Magnetic coupling modulation in meta-nitroxide-functionalized isoalloxazine magnets with redox-active units as efficient side-modulators.

Abstract

Magnetic conversion can be accomplished in a variety of ways, as organic molecules with switchable magnetic characteristics offer numerous technological applications. It is crucial to find magnetism-switchable systems because, in the field of organic magnetic materials, the redox-induced magnetic reversal is very simple to achieve and shows significant applications. Herein, we computationally design isoalloxazine-based diradicals through oxidizing N10 and adding a nitroxide to C8 as the spin source (i.e. 8-nitroxide-isoalloxazine 10-oxide, an m-phenylene-like nitroxide diradical expanded with a redox unit as a side-modulator) and its N1/N5-hydrogenated/protonated diradical derivatives and introducing substituents (-OH, -NH2, and -NO2) to C6. We demonstrate that the basically modified structure exhibits ferromagnetic (FM) characteristics with a magnetic coupling constant (J) of 561.3 cm-1 calculated at the B3LYP/6-311+G(d,p) level, obeying the meta-phenylene-mediated diradical character, and dihydrogenation can lead to an AFM diradical with considerably large J (-976.1 cm-1). Surprisingly, protonation at N1 or N5 can lead to distinctly different magnetic variations (561.3 → -1602.9 cm-1 at N1 versus 561.3 → 379.1 cm-1 at N5).
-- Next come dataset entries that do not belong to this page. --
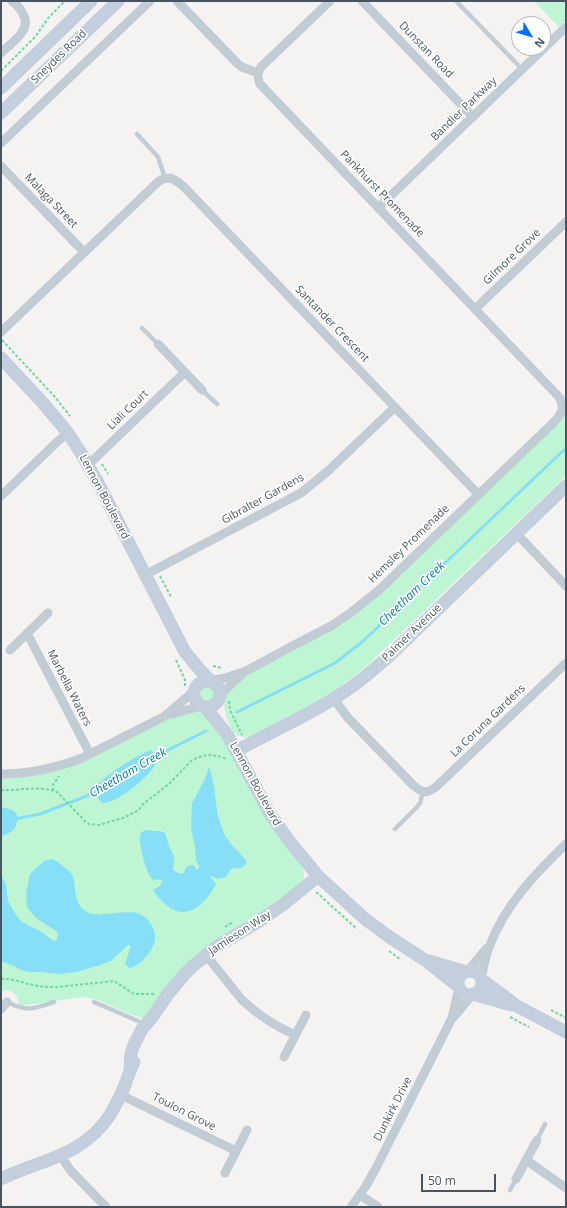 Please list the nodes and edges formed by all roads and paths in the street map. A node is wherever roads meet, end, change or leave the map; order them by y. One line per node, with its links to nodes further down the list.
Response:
1 (12, 1): 11 (street)
2 (66, 1): 13 (path)
3 (91, 1): 15 (street, Sneydes Road)
4 (118, 1): 16 (street, Sneydes Road)
5 (150, 1): 19 (street)
6 (177, 1): 14 (street)
7 (330, 1): 14 (street)
8 (362, 1): 17 (street, Dunstan Road)
9 (456, 1): 12 (lane)
10 (566, 27): 12 (street, Bandler Parkway)
11 (1, 53)
12 (522, 69): 17 (street, Bandler Parkway)
13 (1, 71)
14 (258, 74): 22 (street, Pankhurst Promenade)
15 (1, 88)
16 (1, 113)
17 (473, 116): 22 (street, Bandler Parkway)
18 (137, 134): 21 (lane)
19 (1, 143)
20 (1, 166): 24 (street, Malaga Street)
21 (165, 178): 24 (street); 34 (street, Santander Crescent)
22 (378, 208): 25 (street, Pankhurst Promenade)
23 (566, 222): 25 (street, Gilmore Grove)
24 (84, 252): 27 (street)
25 (475, 309): 32 (street, Pankhurst Promenade)
26 (142, 328): 28 (lane)
27 (1, 332)
28 (158, 344): 30 (street)
29 (1, 358): 35 (street, Lennon Boulevard)
30 (185, 372): 31 (street); 36 (street, Liali Court)
31 (202, 390): 33 (lane)
32 (564, 403): 38 (street, Hemsley Promenade)
33 (217, 404)
34 (395, 407): 38 (street, Santander Crescent); 41 (street, Gibralter Gardens)
35 (68, 433): 36 (street, Lennon Boulevard); 39 (street)
36 (88, 465): 41 (street, Lennon Boulevard)
37 (566, 486): 40 (street, Palmer Avenue)
38 (478, 494): 48 (street, Hemsley Promenade)
39 (1, 496)
40 (516, 533): 42 (street); 52 (street, Palmer Avenue)
41 (145, 575): 46 (street, Lennon Boulevard)
42 (566, 586)
43 (48, 613): 44 (street)
44 (28, 633): 45 (street); 56 (street, Marbella Waters)
45 (10, 650)
46 (179, 653): 49 (street, Lennon Boulevard); 50 (street, Lennon Boulevard); 50 (path)
47 (566, 663): 60 (street, La Coruna Gardens)
48 (246, 671): 49 (street, Hemsley Promenade); 51 (street, Hemsley Promenade)
49 (210, 681): 50 (street); 51 (street)
50 (191, 694): 53 (street); 54 (street)
51 (219, 698): 53 (street); 55 (street, Lennon Boulevard)
52 (334, 699): 57 (street, Palmer Avenue); 60 (street)
53 (203, 706): 54 (street); 55 (street, Lennon Boulevard)
54 (164, 716): 56 (street)
55 (228, 734): 57 (street, Lennon Boulevard)
56 (90, 754): 58 (street)
57 (230, 755): 59 (path); 63 (street, Lennon Boulevard)
58 (1, 774)
59 (1, 790)
60 (423, 792): 61 (lane)
61 (395, 829)
62 (566, 844): 64 (street)
63 (318, 876): 65 (street, Jamieson Way); 66 (street, Lennon Boulevard)
64 (490, 945): 67 (street); 68 (street)
65 (206, 956): 81 (street, Jamieson Way); 83 (street)
66 (425, 960): 67 (street, Lennon Boulevard); 70 (street, Lennon Boulevard)
67 (466, 972): 68 (street); 70 (street)
68 (481, 978): 72 (street); 76 (street)
69 (1, 979): 71 (path)
70 (459, 988): 72 (street); 80 (street, Dunkirk Drive)
71 (154, 994)
72 (473, 994): 76 (street); 80 (street, Dunkirk Drive)
73 (54, 1002): 75 (lane)
74 (94, 1002): 81 (lane)
75 (4, 1006)
76 (516, 1006): 82 (street)
77 (545, 1007): 79 (path)
78 (306, 1015): 83 (street)
79 (566, 1018)
80 (452, 1020): 97 (street, Dunkirk Drive)
81 (150, 1022): 85 (street, Jamieson Way)
82 (566, 1032)
83 (295, 1035): 84 (street)
84 (284, 1057)
85 (121, 1095): 89 (street, Toulon Grove); 90 (street, Jamieson Way)
86 (545, 1124): 88 (lane)
87 (247, 1130): 89 (street)
88 (537, 1140): 91 (street)
89 (236, 1151): 92 (street)
90 (61, 1156): 93 (street, Jamieson Way); 98 (street)
91 (526, 1160): 94 (street); 95 (street)
92 (225, 1174)
93 (1, 1179)
94 (516, 1179): 96 (lane)
95 (566, 1188)
96 (510, 1190)
97 (360, 1195): 99 (street, Dunkirk Drive); 100 (street)
98 (106, 1207)
99 (351, 1207)
100 (378, 1207)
Analyses indicate that small singlet-triplet energy gaps and small energy gaps between the highest occupied and lowest unoccupied molecular orbitals (HOMO, LUMO) of the closed shell singlet state are the key features of these isoalloxazine diradicals, and aromaticity variations, significant spin delocalization from the π-conjugated structure and spin polarization from the non-Kekule structure induced by modification are responsible for the magnetic conversion. Furthermore, the spin alternation rule, the singly occupied molecular orbital (SOMO) effect, and the SOMO-SOMO energy splitting of the triplet state are used to analyze these distinct variations. This work provides a novel understanding of the structures and characteristics of modified isoalloxazine diradicals, as well as essential details for the intricate design and characterization of new isoalloxazine-based potential organic magnetic switches.